- [Source data]:
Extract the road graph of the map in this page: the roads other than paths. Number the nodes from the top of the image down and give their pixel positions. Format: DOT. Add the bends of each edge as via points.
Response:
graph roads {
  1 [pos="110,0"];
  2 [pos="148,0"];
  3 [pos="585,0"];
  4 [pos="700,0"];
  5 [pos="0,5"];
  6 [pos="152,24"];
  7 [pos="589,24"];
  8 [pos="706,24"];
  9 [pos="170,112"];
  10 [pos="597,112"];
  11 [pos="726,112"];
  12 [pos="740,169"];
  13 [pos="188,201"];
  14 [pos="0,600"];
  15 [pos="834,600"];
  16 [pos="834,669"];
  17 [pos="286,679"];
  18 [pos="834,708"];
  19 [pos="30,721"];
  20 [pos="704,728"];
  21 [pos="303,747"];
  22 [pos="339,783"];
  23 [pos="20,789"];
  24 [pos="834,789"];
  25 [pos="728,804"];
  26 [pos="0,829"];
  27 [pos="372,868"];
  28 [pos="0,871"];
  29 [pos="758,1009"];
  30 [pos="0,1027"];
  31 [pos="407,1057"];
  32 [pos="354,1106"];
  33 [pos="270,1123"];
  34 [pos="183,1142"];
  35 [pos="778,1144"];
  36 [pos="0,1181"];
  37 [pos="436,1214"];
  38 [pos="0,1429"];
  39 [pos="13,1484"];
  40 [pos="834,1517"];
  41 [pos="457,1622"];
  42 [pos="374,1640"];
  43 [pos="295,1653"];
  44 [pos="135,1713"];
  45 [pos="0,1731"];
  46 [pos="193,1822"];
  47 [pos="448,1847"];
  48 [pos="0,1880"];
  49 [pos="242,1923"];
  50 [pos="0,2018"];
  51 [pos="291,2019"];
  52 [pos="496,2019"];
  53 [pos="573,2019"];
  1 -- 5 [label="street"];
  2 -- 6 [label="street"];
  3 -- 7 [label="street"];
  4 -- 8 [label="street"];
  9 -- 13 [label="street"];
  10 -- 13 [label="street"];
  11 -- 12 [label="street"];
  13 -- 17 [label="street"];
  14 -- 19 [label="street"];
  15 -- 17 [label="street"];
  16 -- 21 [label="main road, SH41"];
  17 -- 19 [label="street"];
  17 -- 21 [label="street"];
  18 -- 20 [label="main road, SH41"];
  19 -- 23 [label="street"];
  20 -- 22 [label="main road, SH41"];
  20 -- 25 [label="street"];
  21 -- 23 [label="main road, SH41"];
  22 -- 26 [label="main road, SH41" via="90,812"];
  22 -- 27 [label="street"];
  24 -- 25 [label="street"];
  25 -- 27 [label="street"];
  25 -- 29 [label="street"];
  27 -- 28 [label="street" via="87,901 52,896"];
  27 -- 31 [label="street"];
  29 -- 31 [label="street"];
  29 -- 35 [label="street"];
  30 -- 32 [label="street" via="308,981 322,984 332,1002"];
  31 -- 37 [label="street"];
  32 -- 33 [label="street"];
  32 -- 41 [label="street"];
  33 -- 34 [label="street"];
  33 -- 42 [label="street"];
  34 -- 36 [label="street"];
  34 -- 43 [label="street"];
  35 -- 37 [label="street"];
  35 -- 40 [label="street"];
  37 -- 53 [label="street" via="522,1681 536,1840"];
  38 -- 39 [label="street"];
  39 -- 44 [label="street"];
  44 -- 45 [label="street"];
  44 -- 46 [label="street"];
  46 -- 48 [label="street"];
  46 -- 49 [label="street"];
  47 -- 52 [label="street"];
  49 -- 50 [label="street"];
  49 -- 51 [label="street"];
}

- [Task goal]:
Using the records above, gather all lines where the string "graph" is present.

- [Task answer]:
Extract the road graph of the map in this page: the roads other than paths. Number the nodes from the top of the image down and give their pixel positions. Format: DOT. Add the bends of each edge as via points.
graph roads {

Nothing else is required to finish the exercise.